The senator also assured conference delegates that the security and terrorism situation in the country was being addressed by the government.
“I wish to assure our foreign delegates that the situation in Mindanao that led to the declaration of martial law in that region is a temporary situation,” he said. “The President simply utilized the power granted to him by the Constitution to protect the people of Mindanao from rebellion.”
He expressed hope that the more tourists would visit the southern part of the country amid intensified efforts from the government to flush out terrorists in the region.
Now on its 29th day, the fighting in Marawi City in Lanao del Sur has resulted in the death of hundreds and displacement of thousands of civilians.

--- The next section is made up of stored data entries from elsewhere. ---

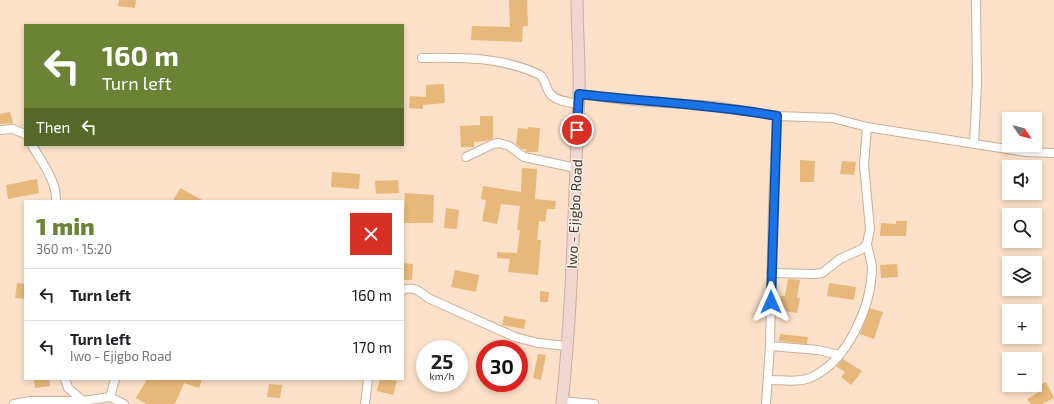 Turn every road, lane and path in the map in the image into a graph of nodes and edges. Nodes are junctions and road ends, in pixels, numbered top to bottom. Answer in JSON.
{"nodes":[{"id":1,"x":578,"y":0,"type":"edge"},
{"id":2,"x":976,"y":0,"type":"edge"},
{"id":3,"x":422,"y":58,"type":"dead end"},
{"id":4,"x":578,"y":99,"type":"junction"},
{"id":5,"x":777,"y":116,"type":"junction"},
{"id":6,"x":867,"y":127,"type":"junction"},
{"id":7,"x":0,"y":130,"type":"edge"},
{"id":8,"x":24,"y":134,"type":"edge"},
{"id":9,"x":974,"y":144,"type":"junction"},
{"id":10,"x":33,"y":146,"type":"edge"},
{"id":11,"x":1054,"y":153,"type":"edge"},
{"id":12,"x":466,"y":157,"type":"dead end"},
{"id":13,"x":576,"y":168,"type":"junction"},
{"id":14,"x":56,"y":200,"type":"edge"},
{"id":15,"x":867,"y":244,"type":"junction"},
{"id":16,"x":771,"y":273,"type":"junction"},
{"id":17,"x":404,"y":290,"type":"edge"},
{"id":18,"x":567,"y":346,"type":"junction"},
{"id":19,"x":770,"y":346,"type":"junction"},
{"id":20,"x":839,"y":355,"type":"junction"},
{"id":21,"x":65,"y":380,"type":"edge"},
{"id":22,"x":115,"y":380,"type":"edge"},
{"id":23,"x":368,"y":380,"type":"edge"},
{"id":24,"x":769,"y":380,"type":"junction"},
{"id":25,"x":110,"y":397,"type":"junction"},
{"id":26,"x":83,"y":401,"type":"junction"},
{"id":27,"x":562,"y":402,"type":"edge"},
{"id":28,"x":70,"y":403,"type":"edge"},
{"id":29,"x":14,"y":404,"type":"edge"},
{"id":30,"x":124,"y":404,"type":"edge"},
{"id":31,"x":364,"y":404,"type":"edge"},
{"id":32,"x":594,"y":404,"type":"edge"},
{"id":33,"x":766,"y":404,"type":"edge"}],
"edges":[{"from":1,"to":4,"type":"main road","name":"Iwo - Ejigbo Road"},
{"from":2,"to":9,"type":"street"},
{"from":3,"to":4,"type":"street"},
{"from":4,"to":5,"type":"street"},
{"from":4,"to":13,"type":"main road","name":"Iwo - Ejigbo Road"},
{"from":5,"to":6,"type":"street"},
{"from":5,"to":16,"type":"street"},
{"from":6,"to":9,"type":"street"},
{"from":6,"to":15,"type":"street"},
{"from":7,"to":8,"type":"street"},
{"from":9,"to":11,"type":"street"},
{"from":10,"to":14,"type":"street"},
{"from":12,"to":13,"type":"street"},
{"from":13,"to":18,"type":"main road","name":"Iwo - Ejigbo Road"},
{"from":15,"to":16,"type":"street"},
{"from":15,"to":20,"type":"street"},
{"from":16,"to":19,"type":"street"},
{"from":17,"to":18,"type":"street"},
{"from":18,"to":27,"type":"main road","name":"Iwo - Ejigbo Road"},
{"from":19,"to":20,"type":"street"},
{"from":19,"to":24,"type":"street"},
{"from":20,"to":24,"type":"street"},
{"from":21,"to":26,"type":"street"},
{"from":22,"to":25,"type":"street"},
{"from":23,"to":31,"type":"street"},
{"from":24,"to":33,"type":"street"},
{"from":25,"to":26,"type":"street"},
{"from":25,"to":30,"type":"street"},
{"from":26,"to":28,"type":"street"},
{"from":27,"to":32,"type":"street"},
{"from":28,"to":29,"type":"street"}]} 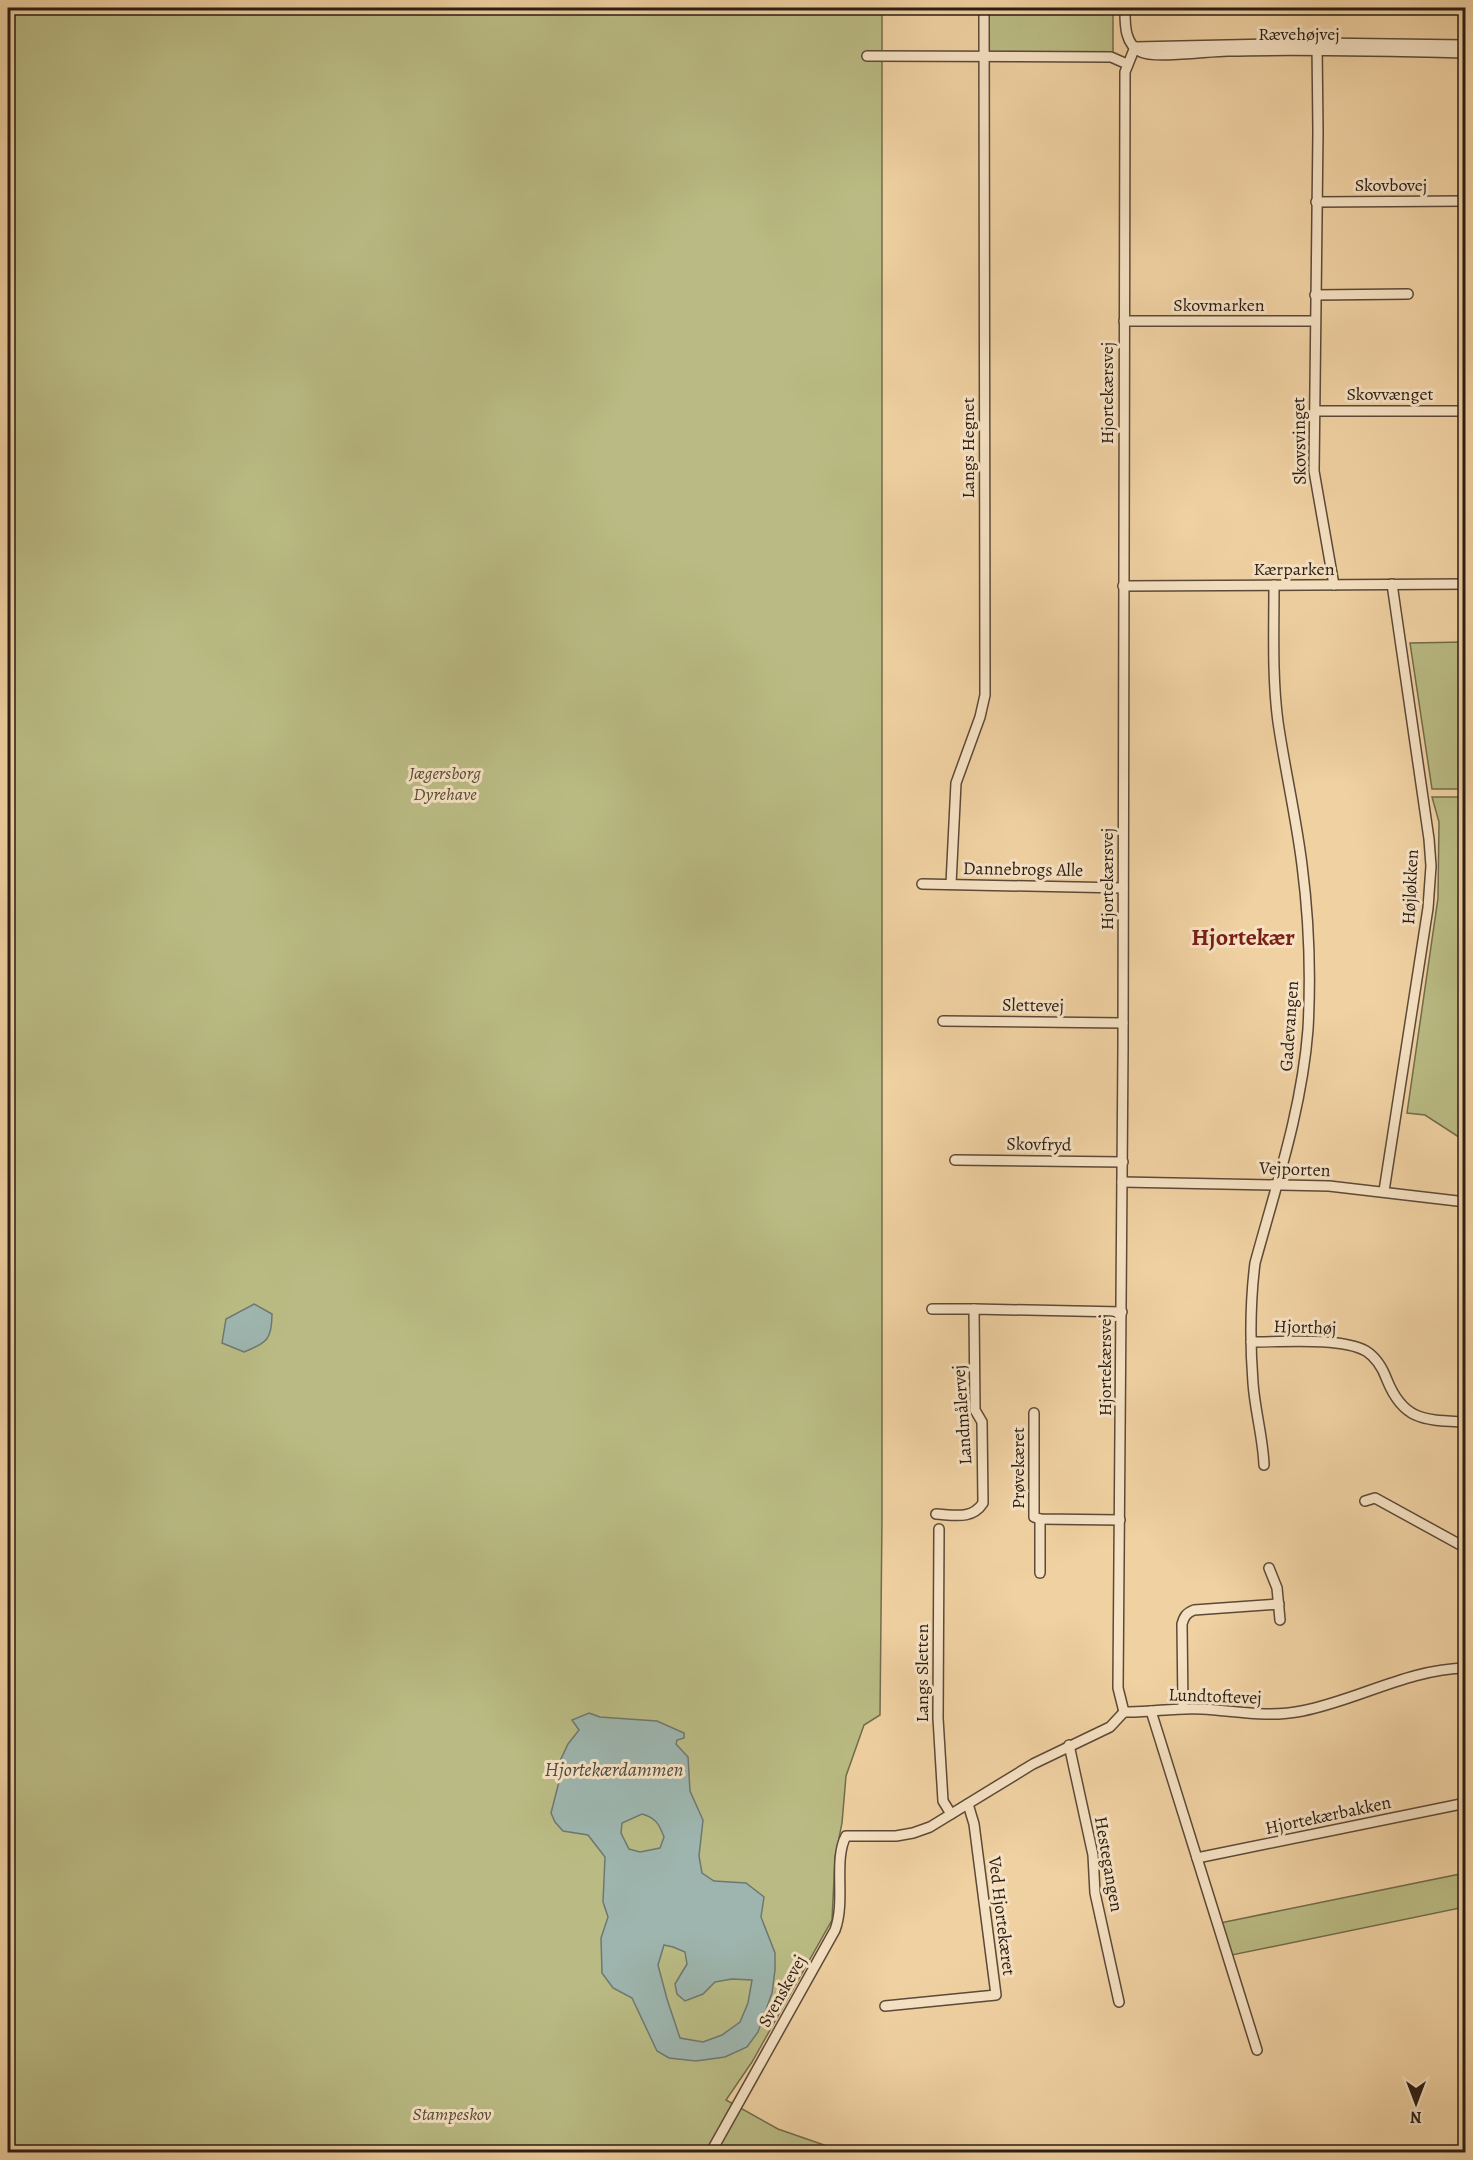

“I am confident that once this crisis is over, we will have peace and security in the region that will result with more tourists visiting Southern Philippines,” Pimentel said.
Pimentel also expressed his support for sustainable tourism, citing the policies laid out by Congress to oversee and monitor tourism activities in the country.
“Tourism is a priority development area that deserves greater attention. Focus now should not be on how much money it can contribute to government coffers but rather on how it can improve the overall well-being of people,” he said.
He acknowledged the socio-economic dimension of tourism but cautioned: “We do need the tourist dollars, but not at the expense of a polluted environment, denuded forests, or displaced indigenous groups.”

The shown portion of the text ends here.